[Stored entries]
────────────────

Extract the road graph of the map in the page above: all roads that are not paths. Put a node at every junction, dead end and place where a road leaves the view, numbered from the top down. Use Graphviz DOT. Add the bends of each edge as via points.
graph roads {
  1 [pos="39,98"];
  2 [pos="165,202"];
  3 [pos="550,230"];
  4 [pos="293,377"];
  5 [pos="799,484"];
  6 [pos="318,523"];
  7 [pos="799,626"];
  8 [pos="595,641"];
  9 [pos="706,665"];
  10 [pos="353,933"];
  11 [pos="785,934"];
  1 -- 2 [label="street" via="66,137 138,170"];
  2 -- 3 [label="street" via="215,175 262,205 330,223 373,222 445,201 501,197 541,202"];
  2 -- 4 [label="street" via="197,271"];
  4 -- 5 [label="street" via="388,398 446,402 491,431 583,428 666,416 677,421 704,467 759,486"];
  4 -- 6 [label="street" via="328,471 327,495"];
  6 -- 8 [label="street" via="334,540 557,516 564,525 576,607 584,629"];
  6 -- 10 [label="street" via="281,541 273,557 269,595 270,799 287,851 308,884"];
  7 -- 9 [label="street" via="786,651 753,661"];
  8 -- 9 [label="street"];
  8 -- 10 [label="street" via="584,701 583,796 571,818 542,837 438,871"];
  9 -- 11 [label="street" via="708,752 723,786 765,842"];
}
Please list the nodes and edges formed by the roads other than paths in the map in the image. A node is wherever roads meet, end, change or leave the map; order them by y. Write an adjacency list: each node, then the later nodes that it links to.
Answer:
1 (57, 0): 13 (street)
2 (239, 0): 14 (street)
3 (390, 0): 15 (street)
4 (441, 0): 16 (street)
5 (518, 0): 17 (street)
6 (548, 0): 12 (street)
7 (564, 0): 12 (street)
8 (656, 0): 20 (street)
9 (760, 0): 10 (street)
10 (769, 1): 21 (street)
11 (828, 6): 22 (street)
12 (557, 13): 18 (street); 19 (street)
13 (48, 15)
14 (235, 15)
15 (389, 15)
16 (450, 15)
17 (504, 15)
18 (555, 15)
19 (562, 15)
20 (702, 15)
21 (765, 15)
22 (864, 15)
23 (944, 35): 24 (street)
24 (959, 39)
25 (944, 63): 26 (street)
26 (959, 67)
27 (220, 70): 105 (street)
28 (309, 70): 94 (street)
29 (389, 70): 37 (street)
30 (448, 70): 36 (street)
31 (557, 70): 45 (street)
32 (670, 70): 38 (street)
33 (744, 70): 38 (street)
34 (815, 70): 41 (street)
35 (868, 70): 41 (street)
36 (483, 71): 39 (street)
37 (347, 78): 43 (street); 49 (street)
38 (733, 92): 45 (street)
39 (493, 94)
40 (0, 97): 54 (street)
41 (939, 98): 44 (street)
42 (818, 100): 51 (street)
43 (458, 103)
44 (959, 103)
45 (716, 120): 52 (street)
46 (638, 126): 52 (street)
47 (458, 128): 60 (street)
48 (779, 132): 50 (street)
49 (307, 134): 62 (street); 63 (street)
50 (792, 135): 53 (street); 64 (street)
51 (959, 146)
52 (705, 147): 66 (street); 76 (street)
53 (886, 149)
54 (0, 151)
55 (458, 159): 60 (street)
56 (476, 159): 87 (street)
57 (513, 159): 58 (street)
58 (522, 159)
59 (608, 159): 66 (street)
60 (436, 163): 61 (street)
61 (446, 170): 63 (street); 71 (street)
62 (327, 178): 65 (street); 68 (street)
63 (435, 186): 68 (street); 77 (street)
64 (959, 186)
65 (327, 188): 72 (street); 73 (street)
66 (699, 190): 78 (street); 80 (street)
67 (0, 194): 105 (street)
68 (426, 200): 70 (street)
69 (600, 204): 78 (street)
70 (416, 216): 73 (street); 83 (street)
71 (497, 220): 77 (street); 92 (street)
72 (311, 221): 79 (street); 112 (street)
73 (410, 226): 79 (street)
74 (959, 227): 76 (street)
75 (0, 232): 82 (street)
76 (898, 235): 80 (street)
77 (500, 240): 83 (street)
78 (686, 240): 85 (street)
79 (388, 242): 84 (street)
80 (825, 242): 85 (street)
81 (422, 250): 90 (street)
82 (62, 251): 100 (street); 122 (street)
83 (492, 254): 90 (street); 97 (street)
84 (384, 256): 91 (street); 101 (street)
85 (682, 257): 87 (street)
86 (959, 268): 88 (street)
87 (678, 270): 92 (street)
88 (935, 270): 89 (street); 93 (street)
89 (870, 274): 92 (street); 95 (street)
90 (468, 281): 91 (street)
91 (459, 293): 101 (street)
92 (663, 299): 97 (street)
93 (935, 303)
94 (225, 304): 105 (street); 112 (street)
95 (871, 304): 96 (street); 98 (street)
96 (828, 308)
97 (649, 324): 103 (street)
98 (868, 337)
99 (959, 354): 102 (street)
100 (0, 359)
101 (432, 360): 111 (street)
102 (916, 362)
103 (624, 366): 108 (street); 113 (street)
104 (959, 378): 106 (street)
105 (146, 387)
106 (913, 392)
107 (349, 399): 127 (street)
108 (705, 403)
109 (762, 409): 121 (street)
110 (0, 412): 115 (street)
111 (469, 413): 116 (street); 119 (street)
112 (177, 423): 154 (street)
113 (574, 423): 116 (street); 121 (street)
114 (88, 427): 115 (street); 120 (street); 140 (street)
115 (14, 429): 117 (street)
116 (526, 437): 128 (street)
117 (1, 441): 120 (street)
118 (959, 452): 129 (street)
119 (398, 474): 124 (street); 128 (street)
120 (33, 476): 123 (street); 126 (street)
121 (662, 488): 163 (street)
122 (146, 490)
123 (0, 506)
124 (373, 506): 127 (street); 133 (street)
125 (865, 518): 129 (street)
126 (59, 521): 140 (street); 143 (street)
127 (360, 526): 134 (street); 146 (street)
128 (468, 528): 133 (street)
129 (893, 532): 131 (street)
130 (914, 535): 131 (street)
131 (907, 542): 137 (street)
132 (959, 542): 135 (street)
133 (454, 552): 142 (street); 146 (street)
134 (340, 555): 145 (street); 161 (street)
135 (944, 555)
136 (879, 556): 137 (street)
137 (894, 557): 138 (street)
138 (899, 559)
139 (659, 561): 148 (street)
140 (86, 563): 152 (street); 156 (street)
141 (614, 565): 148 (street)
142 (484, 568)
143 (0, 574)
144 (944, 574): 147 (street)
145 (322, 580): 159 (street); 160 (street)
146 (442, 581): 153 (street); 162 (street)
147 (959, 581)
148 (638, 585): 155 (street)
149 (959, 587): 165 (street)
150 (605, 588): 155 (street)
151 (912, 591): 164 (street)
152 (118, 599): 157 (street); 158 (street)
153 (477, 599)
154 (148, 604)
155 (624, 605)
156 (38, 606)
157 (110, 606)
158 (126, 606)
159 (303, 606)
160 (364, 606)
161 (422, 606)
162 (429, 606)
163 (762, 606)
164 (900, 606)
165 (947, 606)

────────────────

Work item — An exact copy of every line above is what this asks for.

Written response —
Extract the road graph of the map in the page above: all roads that are not paths. Put a node at every junction, dead end and place where a road leaves the view, numbered from the top down. Use Graphviz DOT. Add the bends of each edge as via points.
graph roads {
  1 [pos="39,98"];
  2 [pos="165,202"];
  3 [pos="550,230"];
  4 [pos="293,377"];
  5 [pos="799,484"];
  6 [pos="318,523"];
  7 [pos="799,626"];
  8 [pos="595,641"];
  9 [pos="706,665"];
  10 [pos="353,933"];
  11 [pos="785,934"];
  1 -- 2 [label="street" via="66,137 138,170"];
  2 -- 3 [label="street" via="215,175 262,205 330,223 373,222 445,201 501,197 541,202"];
  2 -- 4 [label="street" via="197,271"];
  4 -- 5 [label="street" via="388,398 446,402 491,431 583,428 666,416 677,421 704,467 759,486"];
  4 -- 6 [label="street" via="328,471 327,495"];
  6 -- 8 [label="street" via="334,540 557,516 564,525 576,607 584,629"];
  6 -- 10 [label="street" via="281,541 273,557 269,595 270,799 287,851 308,884"];
  7 -- 9 [label="street" via="786,651 753,661"];
  8 -- 9 [label="street"];
  8 -- 10 [label="street" via="584,701 583,796 571,818 542,837 438,871"];
  9 -- 11 [label="street" via="708,752 723,786 765,842"];
}
Please list the nodes and edges formed by the roads other than paths in the map in the image. A node is wherever roads meet, end, change or leave the map; order them by y. Write an adjacency list: each node, then the later nodes that it links to.
Answer:
1 (57, 0): 13 (street)
2 (239, 0): 14 (street)
3 (390, 0): 15 (street)
4 (441, 0): 16 (street)
5 (518, 0): 17 (street)
6 (548, 0): 12 (street)
7 (564, 0): 12 (street)
8 (656, 0): 20 (street)
9 (760, 0): 10 (street)
10 (769, 1): 21 (street)
11 (828, 6): 22 (street)
12 (557, 13): 18 (street); 19 (street)
13 (48, 15)
14 (235, 15)
15 (389, 15)
16 (450, 15)
17 (504, 15)
18 (555, 15)
19 (562, 15)
20 (702, 15)
21 (765, 15)
22 (864, 15)
23 (944, 35): 24 (street)
24 (959, 39)
25 (944, 63): 26 (street)
26 (959, 67)
27 (220, 70): 105 (street)
28 (309, 70): 94 (street)
29 (389, 70): 37 (street)
30 (448, 70): 36 (street)
31 (557, 70): 45 (street)
32 (670, 70): 38 (street)
33 (744, 70): 38 (street)
34 (815, 70): 41 (street)
35 (868, 70): 41 (street)
36 (483, 71): 39 (street)
37 (347, 78): 43 (street); 49 (street)
38 (733, 92): 45 (street)
39 (493, 94)
40 (0, 97): 54 (street)
41 (939, 98): 44 (street)
42 (818, 100): 51 (street)
43 (458, 103)
44 (959, 103)
45 (716, 120): 52 (street)
46 (638, 126): 52 (street)
47 (458, 128): 60 (street)
48 (779, 132): 50 (street)
49 (307, 134): 62 (street); 63 (street)
50 (792, 135): 53 (street); 64 (street)
51 (959, 146)
52 (705, 147): 66 (street); 76 (street)
53 (886, 149)
54 (0, 151)
55 (458, 159): 60 (street)
56 (476, 159): 87 (street)
57 (513, 159): 58 (street)
58 (522, 159)
59 (608, 159): 66 (street)
60 (436, 163): 61 (street)
61 (446, 170): 63 (street); 71 (street)
62 (327, 178): 65 (street); 68 (street)
63 (435, 186): 68 (street); 77 (street)
64 (959, 186)
65 (327, 188): 72 (street); 73 (street)
66 (699, 190): 78 (street); 80 (street)
67 (0, 194): 105 (street)
68 (426, 200): 70 (street)
69 (600, 204): 78 (street)
70 (416, 216): 73 (street); 83 (street)
71 (497, 220): 77 (street); 92 (street)
72 (311, 221): 79 (street); 112 (street)
73 (410, 226): 79 (street)
74 (959, 227): 76 (street)
75 (0, 232): 82 (street)
76 (898, 235): 80 (street)
77 (500, 240): 83 (street)
78 (686, 240): 85 (street)
79 (388, 242): 84 (street)
80 (825, 242): 85 (street)
81 (422, 250): 90 (street)
82 (62, 251): 100 (street); 122 (street)
83 (492, 254): 90 (street); 97 (street)
84 (384, 256): 91 (street); 101 (street)
85 (682, 257): 87 (street)
86 (959, 268): 88 (street)
87 (678, 270): 92 (street)
88 (935, 270): 89 (street); 93 (street)
89 (870, 274): 92 (street); 95 (street)
90 (468, 281): 91 (street)
91 (459, 293): 101 (street)
92 (663, 299): 97 (street)
93 (935, 303)
94 (225, 304): 105 (street); 112 (street)
95 (871, 304): 96 (street); 98 (street)
96 (828, 308)
97 (649, 324): 103 (street)
98 (868, 337)
99 (959, 354): 102 (street)
100 (0, 359)
101 (432, 360): 111 (street)
102 (916, 362)
103 (624, 366): 108 (street); 113 (street)
104 (959, 378): 106 (street)
105 (146, 387)
106 (913, 392)
107 (349, 399): 127 (street)
108 (705, 403)
109 (762, 409): 121 (street)
110 (0, 412): 115 (street)
111 (469, 413): 116 (street); 119 (street)
112 (177, 423): 154 (street)
113 (574, 423): 116 (street); 121 (street)
114 (88, 427): 115 (street); 120 (street); 140 (street)
115 (14, 429): 117 (street)
116 (526, 437): 128 (street)
117 (1, 441): 120 (street)
118 (959, 452): 129 (street)
119 (398, 474): 124 (street); 128 (street)
120 (33, 476): 123 (street); 126 (street)
121 (662, 488): 163 (street)
122 (146, 490)
123 (0, 506)
124 (373, 506): 127 (street); 133 (street)
125 (865, 518): 129 (street)
126 (59, 521): 140 (street); 143 (street)
127 (360, 526): 134 (street); 146 (street)
128 (468, 528): 133 (street)
129 (893, 532): 131 (street)
130 (914, 535): 131 (street)
131 (907, 542): 137 (street)
132 (959, 542): 135 (street)
133 (454, 552): 142 (street); 146 (street)
134 (340, 555): 145 (street); 161 (street)
135 (944, 555)
136 (879, 556): 137 (street)
137 (894, 557): 138 (street)
138 (899, 559)
139 (659, 561): 148 (street)
140 (86, 563): 152 (street); 156 (street)
141 (614, 565): 148 (street)
142 (484, 568)
143 (0, 574)
144 (944, 574): 147 (street)
145 (322, 580): 159 (street); 160 (street)
146 (442, 581): 153 (street); 162 (street)
147 (959, 581)
148 (638, 585): 155 (street)
149 (959, 587): 165 (street)
150 (605, 588): 155 (street)
151 (912, 591): 164 (street)
152 (118, 599): 157 (street); 158 (street)
153 (477, 599)
154 (148, 604)
155 (624, 605)
156 (38, 606)
157 (110, 606)
158 (126, 606)
159 (303, 606)
160 (364, 606)
161 (422, 606)
162 (429, 606)
163 (762, 606)
164 (900, 606)
165 (947, 606)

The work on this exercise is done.